◆ **Directions for this task**
Retype all of the data without changing a single word.

[Records provided]

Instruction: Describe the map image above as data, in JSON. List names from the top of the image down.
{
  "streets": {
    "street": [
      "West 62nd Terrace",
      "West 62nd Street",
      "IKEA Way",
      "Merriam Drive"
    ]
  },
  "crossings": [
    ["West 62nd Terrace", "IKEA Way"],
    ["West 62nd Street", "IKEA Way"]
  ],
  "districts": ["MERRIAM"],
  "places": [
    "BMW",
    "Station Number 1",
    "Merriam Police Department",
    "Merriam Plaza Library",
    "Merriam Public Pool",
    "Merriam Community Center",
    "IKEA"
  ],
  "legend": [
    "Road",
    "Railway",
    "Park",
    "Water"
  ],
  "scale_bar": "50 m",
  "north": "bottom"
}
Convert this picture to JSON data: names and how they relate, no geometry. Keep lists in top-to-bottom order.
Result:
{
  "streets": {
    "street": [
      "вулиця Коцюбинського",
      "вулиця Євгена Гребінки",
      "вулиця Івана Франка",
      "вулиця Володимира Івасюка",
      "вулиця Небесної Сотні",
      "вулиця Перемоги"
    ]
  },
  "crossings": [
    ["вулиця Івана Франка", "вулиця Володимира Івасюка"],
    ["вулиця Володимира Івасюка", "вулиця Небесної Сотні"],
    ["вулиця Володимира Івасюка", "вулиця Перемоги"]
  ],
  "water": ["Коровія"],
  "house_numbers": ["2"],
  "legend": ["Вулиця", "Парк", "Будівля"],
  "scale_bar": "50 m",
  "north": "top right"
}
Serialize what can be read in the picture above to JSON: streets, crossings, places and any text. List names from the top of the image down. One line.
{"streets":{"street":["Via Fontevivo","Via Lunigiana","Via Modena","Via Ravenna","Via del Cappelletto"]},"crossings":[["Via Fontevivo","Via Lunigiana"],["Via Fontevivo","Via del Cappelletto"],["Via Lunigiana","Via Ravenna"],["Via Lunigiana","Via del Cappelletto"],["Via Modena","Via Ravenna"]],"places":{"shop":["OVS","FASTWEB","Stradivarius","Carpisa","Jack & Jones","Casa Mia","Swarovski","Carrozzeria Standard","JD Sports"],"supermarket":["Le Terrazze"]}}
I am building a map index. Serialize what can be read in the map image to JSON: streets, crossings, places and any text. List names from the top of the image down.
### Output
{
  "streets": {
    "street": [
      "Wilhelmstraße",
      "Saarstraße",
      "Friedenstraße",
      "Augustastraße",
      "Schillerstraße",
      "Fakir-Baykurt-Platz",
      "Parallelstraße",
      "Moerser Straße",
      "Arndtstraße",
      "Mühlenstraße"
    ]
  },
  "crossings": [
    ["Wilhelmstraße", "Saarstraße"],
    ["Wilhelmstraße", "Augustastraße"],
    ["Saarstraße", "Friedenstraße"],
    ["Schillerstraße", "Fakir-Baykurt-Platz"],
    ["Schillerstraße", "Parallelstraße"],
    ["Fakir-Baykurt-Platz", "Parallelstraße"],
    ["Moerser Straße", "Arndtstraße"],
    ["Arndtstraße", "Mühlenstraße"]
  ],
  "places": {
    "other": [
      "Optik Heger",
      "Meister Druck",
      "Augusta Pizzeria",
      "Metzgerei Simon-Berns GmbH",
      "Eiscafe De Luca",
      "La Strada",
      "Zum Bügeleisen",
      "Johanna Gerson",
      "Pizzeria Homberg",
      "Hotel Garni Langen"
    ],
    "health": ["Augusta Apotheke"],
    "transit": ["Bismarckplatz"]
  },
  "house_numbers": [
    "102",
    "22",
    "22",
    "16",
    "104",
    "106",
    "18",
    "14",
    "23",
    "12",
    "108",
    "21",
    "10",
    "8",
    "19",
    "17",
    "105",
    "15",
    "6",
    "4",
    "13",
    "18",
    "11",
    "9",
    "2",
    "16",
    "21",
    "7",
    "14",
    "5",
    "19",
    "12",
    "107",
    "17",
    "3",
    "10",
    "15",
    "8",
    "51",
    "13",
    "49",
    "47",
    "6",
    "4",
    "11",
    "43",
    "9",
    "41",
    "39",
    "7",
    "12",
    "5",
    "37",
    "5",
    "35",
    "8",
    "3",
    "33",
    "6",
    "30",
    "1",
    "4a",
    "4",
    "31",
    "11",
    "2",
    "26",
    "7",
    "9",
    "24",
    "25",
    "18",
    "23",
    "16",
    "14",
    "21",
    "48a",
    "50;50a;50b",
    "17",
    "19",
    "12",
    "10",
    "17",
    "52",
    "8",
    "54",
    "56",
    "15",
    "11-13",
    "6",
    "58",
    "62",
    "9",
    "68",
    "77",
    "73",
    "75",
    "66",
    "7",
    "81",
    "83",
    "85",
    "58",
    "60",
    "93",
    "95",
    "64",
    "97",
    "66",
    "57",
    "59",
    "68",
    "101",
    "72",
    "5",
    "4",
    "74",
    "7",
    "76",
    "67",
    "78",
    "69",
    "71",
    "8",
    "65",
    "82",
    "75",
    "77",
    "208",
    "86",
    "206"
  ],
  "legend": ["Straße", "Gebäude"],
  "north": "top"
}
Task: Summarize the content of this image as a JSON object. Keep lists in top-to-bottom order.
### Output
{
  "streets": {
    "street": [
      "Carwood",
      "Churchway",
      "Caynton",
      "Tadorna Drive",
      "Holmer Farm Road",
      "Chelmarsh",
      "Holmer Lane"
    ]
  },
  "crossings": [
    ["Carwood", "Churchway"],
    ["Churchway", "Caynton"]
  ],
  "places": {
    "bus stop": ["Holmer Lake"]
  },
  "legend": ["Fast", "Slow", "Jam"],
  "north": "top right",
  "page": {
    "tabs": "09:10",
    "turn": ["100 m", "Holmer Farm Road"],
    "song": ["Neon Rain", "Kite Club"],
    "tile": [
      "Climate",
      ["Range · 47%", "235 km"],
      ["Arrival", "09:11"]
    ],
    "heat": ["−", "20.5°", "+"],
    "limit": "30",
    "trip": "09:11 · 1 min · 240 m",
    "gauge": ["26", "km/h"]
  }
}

[/Records provided]

◆ **Answer to the problem**
Instruction: Describe the map image above as data, in JSON. List names from the top of the image down.
{
  "streets": {
    "street": [
      "West 62nd Terrace",
      "West 62nd Street",
      "IKEA Way",
      "Merriam Drive"
    ]
  },
  "crossings": [
    ["West 62nd Terrace", "IKEA Way"],
    ["West 62nd Street", "IKEA Way"]
  ],
  "districts": ["MERRIAM"],
  "places": [
    "BMW",
    "Station Number 1",
    "Merriam Police Department",
    "Merriam Plaza Library",
    "Merriam Public Pool",
    "Merriam Community Center",
    "IKEA"
  ],
  "legend": [
    "Road",
    "Railway",
    "Park",
    "Water"
  ],
  "scale_bar": "50 m",
  "north": "bottom"
}
Convert this picture to JSON data: names and how they relate, no geometry. Keep lists in top-to-bottom order.
Result:
{
  "streets": {
    "street": [
      "вулиця Коцюбинського",
      "вулиця Євгена Гребінки",
      "вулиця Івана Франка",
      "вулиця Володимира Івасюка",
      "вулиця Небесної Сотні",
      "вулиця Перемоги"
    ]
  },
  "crossings": [
    ["вулиця Івана Франка", "вулиця Володимира Івасюка"],
    ["вулиця Володимира Івасюка", "вулиця Небесної Сотні"],
    ["вулиця Володимира Івасюка", "вулиця Перемоги"]
  ],
  "water": ["Коровія"],
  "house_numbers": ["2"],
  "legend": ["Вулиця", "Парк", "Будівля"],
  "scale_bar": "50 m",
  "north": "top right"
}
Serialize what can be read in the picture above to JSON: streets, crossings, places and any text. List names from the top of the image down. One line.
{"streets":{"street":["Via Fontevivo","Via Lunigiana","Via Modena","Via Ravenna","Via del Cappelletto"]},"crossings":[["Via Fontevivo","Via Lunigiana"],["Via Fontevivo","Via del Cappelletto"],["Via Lunigiana","Via Ravenna"],["Via Lunigiana","Via del Cappelletto"],["Via Modena","Via Ravenna"]],"places":{"shop":["OVS","FASTWEB","Stradivarius","Carpisa","Jack & Jones","Casa Mia","Swarovski","Carrozzeria Standard","JD Sports"],"supermarket":["Le Terrazze"]}}
I am building a map index. Serialize what can be read in the map image to JSON: streets, crossings, places and any text. List names from the top of the image down.
### Output
{
  "streets": {
    "street": [
      "Wilhelmstraße",
      "Saarstraße",
      "Friedenstraße",
      "Augustastraße",
      "Schillerstraße",
      "Fakir-Baykurt-Platz",
      "Parallelstraße",
      "Moerser Straße",
      "Arndtstraße",
      "Mühlenstraße"
    ]
  },
  "crossings": [
    ["Wilhelmstraße", "Saarstraße"],
    ["Wilhelmstraße", "Augustastraße"],
    ["Saarstraße", "Friedenstraße"],
    ["Schillerstraße", "Fakir-Baykurt-Platz"],
    ["Schillerstraße", "Parallelstraße"],
    ["Fakir-Baykurt-Platz", "Parallelstraße"],
    ["Moerser Straße", "Arndtstraße"],
    ["Arndtstraße", "Mühlenstraße"]
  ],
  "places": {
    "other": [
      "Optik Heger",
      "Meister Druck",
      "Augusta Pizzeria",
      "Metzgerei Simon-Berns GmbH",
      "Eiscafe De Luca",
      "La Strada",
      "Zum Bügeleisen",
      "Johanna Gerson",
      "Pizzeria Homberg",
      "Hotel Garni Langen"
    ],
    "health": ["Augusta Apotheke"],
    "transit": ["Bismarckplatz"]
  },
  "house_numbers": [
    "102",
    "22",
    "22",
    "16",
    "104",
    "106",
    "18",
    "14",
    "23",
    "12",
    "108",
    "21",
    "10",
    "8",
    "19",
    "17",
    "105",
    "15",
    "6",
    "4",
    "13",
    "18",
    "11",
    "9",
    "2",
    "16",
    "21",
    "7",
    "14",
    "5",
    "19",
    "12",
    "107",
    "17",
    "3",
    "10",
    "15",
    "8",
    "51",
    "13",
    "49",
    "47",
    "6",
    "4",
    "11",
    "43",
    "9",
    "41",
    "39",
    "7",
    "12",
    "5",
    "37",
    "5",
    "35",
    "8",
    "3",
    "33",
    "6",
    "30",
    "1",
    "4a",
    "4",
    "31",
    "11",
    "2",
    "26",
    "7",
    "9",
    "24",
    "25",
    "18",
    "23",
    "16",
    "14",
    "21",
    "48a",
    "50;50a;50b",
    "17",
    "19",
    "12",
    "10",
    "17",
    "52",
    "8",
    "54",
    "56",
    "15",
    "11-13",
    "6",
    "58",
    "62",
    "9",
    "68",
    "77",
    "73",
    "75",
    "66",
    "7",
    "81",
    "83",
    "85",
    "58",
    "60",
    "93",
    "95",
    "64",
    "97",
    "66",
    "57",
    "59",
    "68",
    "101",
    "72",
    "5",
    "4",
    "74",
    "7",
    "76",
    "67",
    "78",
    "69",
    "71",
    "8",
    "65",
    "82",
    "75",
    "77",
    "208",
    "86",
    "206"
  ],
  "legend": ["Straße", "Gebäude"],
  "north": "top"
}
Task: Summarize the content of this image as a JSON object. Keep lists in top-to-bottom order.
### Output
{
  "streets": {
    "street": [
      "Carwood",
      "Churchway",
      "Caynton",
      "Tadorna Drive",
      "Holmer Farm Road",
      "Chelmarsh",
      "Holmer Lane"
    ]
  },
  "crossings": [
    ["Carwood", "Churchway"],
    ["Churchway", "Caynton"]
  ],
  "places": {
    "bus stop": ["Holmer Lake"]
  },
  "legend": ["Fast", "Slow", "Jam"],
  "north": "top right",
  "page": {
    "tabs": "09:10",
    "turn": ["100 m", "Holmer Farm Road"],
    "song": ["Neon Rain", "Kite Club"],
    "tile": [
      "Climate",
      ["Range · 47%", "235 km"],
      ["Arrival", "09:11"]
    ],
    "heat": ["−", "20.5°", "+"],
    "limit": "30",
    "trip": "09:11 · 1 min · 240 m",
    "gauge": ["26", "km/h"]
  }
}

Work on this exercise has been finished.